- Assignment -
Copy out every entry that follows, without a single picture.

- Extracted data -
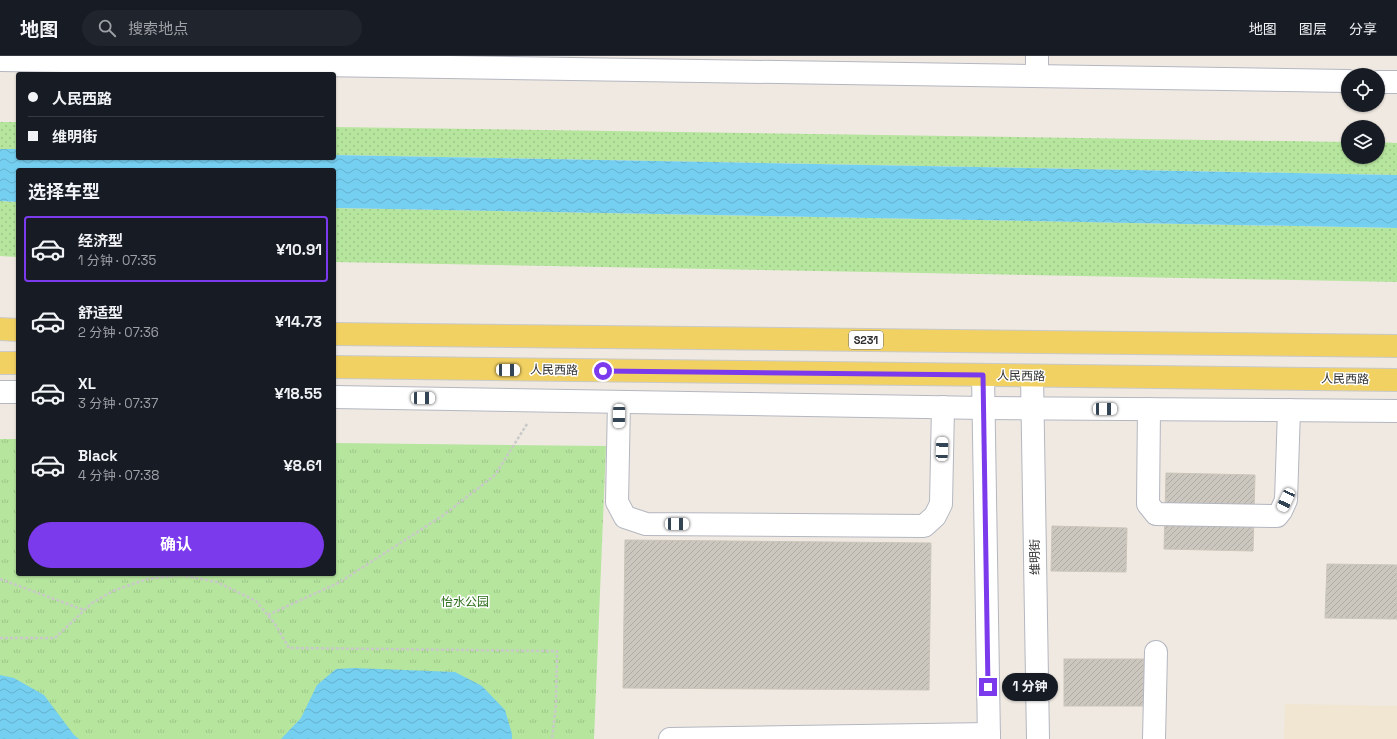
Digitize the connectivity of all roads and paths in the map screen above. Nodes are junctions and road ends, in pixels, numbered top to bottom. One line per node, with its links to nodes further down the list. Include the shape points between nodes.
1 (143, 59): 2 (street); 3 (street)
2 (0, 60)
3 (1037, 66): 4 (street)
4 (1341, 81)
5 (1385, 82): 6 (street)
6 (1397, 82)
7 (0, 329): 8 (main road)
8 (16, 330)
9 (336, 334): 10 (main road, S231)
10 (1397, 346)
11 (0, 363): 12 (main road)
12 (16, 363)
13 (336, 368): 14 (main road, 人民西路)
14 (983, 375): 15 (main road, 人民西路); 23 (street)
15 (1032, 376): 16 (main road, 人民西路); 24 (street, 维明街)
16 (1397, 380)
17 (0, 392): 18 (street)
18 (16, 392)
19 (336, 397): 20 (street)
20 (542, 400): 21 (street); 32 (path, via 495,475 445,514 340,582)
21 (619, 402): 22 (street); 22 (street, via 617,502 625,517 646,524 924,526 935,516 941,504)
22 (943, 407): 23 (street)
23 (984, 408): 24 (street); 35 (street)
24 (1033, 408): 25 (street); 38 (street, 维明街)
25 (1149, 409): 26 (street); 26 (street, via 1148,504 1156,514 1277,516 1286,500)
26 (1289, 410): 27 (street)
27 (1397, 412)
28 (172, 576): 31 (path, via 147,579 113,591)
29 (186, 576): 32 (path, via 217,582 256,601)
30 (0, 579): 31 (path)
31 (84, 610): 33 (path, via 55,638)
32 (268, 615): 36 (path, via 289,648 557,651 556,704)
33 (0, 638)
34 (1156, 652): 39 (street)
35 (989, 736): 37 (street)
36 (552, 739)
37 (670, 739)
38 (1038, 739)
39 (1154, 739)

- Solution below -
Digitize the connectivity of all roads and paths in the map screen above. Nodes are junctions and road ends, in pixels, numbered top to bottom. One line per node, with its links to nodes further down the list. Include the shape points between nodes.
1 (143, 59): 2 (street); 3 (street)
2 (0, 60)
3 (1037, 66): 4 (street)
4 (1341, 81)
5 (1385, 82): 6 (street)
6 (1397, 82)
7 (0, 329): 8 (main road)
8 (16, 330)
9 (336, 334): 10 (main road, S231)
10 (1397, 346)
11 (0, 363): 12 (main road)
12 (16, 363)
13 (336, 368): 14 (main road, 人民西路)
14 (983, 375): 15 (main road, 人民西路); 23 (street)
15 (1032, 376): 16 (main road, 人民西路); 24 (street, 维明街)
16 (1397, 380)
17 (0, 392): 18 (street)
18 (16, 392)
19 (336, 397): 20 (street)
20 (542, 400): 21 (street); 32 (path, via 495,475 445,514 340,582)
21 (619, 402): 22 (street); 22 (street, via 617,502 625,517 646,524 924,526 935,516 941,504)
22 (943, 407): 23 (street)
23 (984, 408): 24 (street); 35 (street)
24 (1033, 408): 25 (street); 38 (street, 维明街)
25 (1149, 409): 26 (street); 26 (street, via 1148,504 1156,514 1277,516 1286,500)
26 (1289, 410): 27 (street)
27 (1397, 412)
28 (172, 576): 31 (path, via 147,579 113,591)
29 (186, 576): 32 (path, via 217,582 256,601)
30 (0, 579): 31 (path)
31 (84, 610): 33 (path, via 55,638)
32 (268, 615): 36 (path, via 289,648 557,651 556,704)
33 (0, 638)
34 (1156, 652): 39 (street)
35 (989, 736): 37 (street)
36 (552, 739)
37 (670, 739)
38 (1038, 739)
39 (1154, 739)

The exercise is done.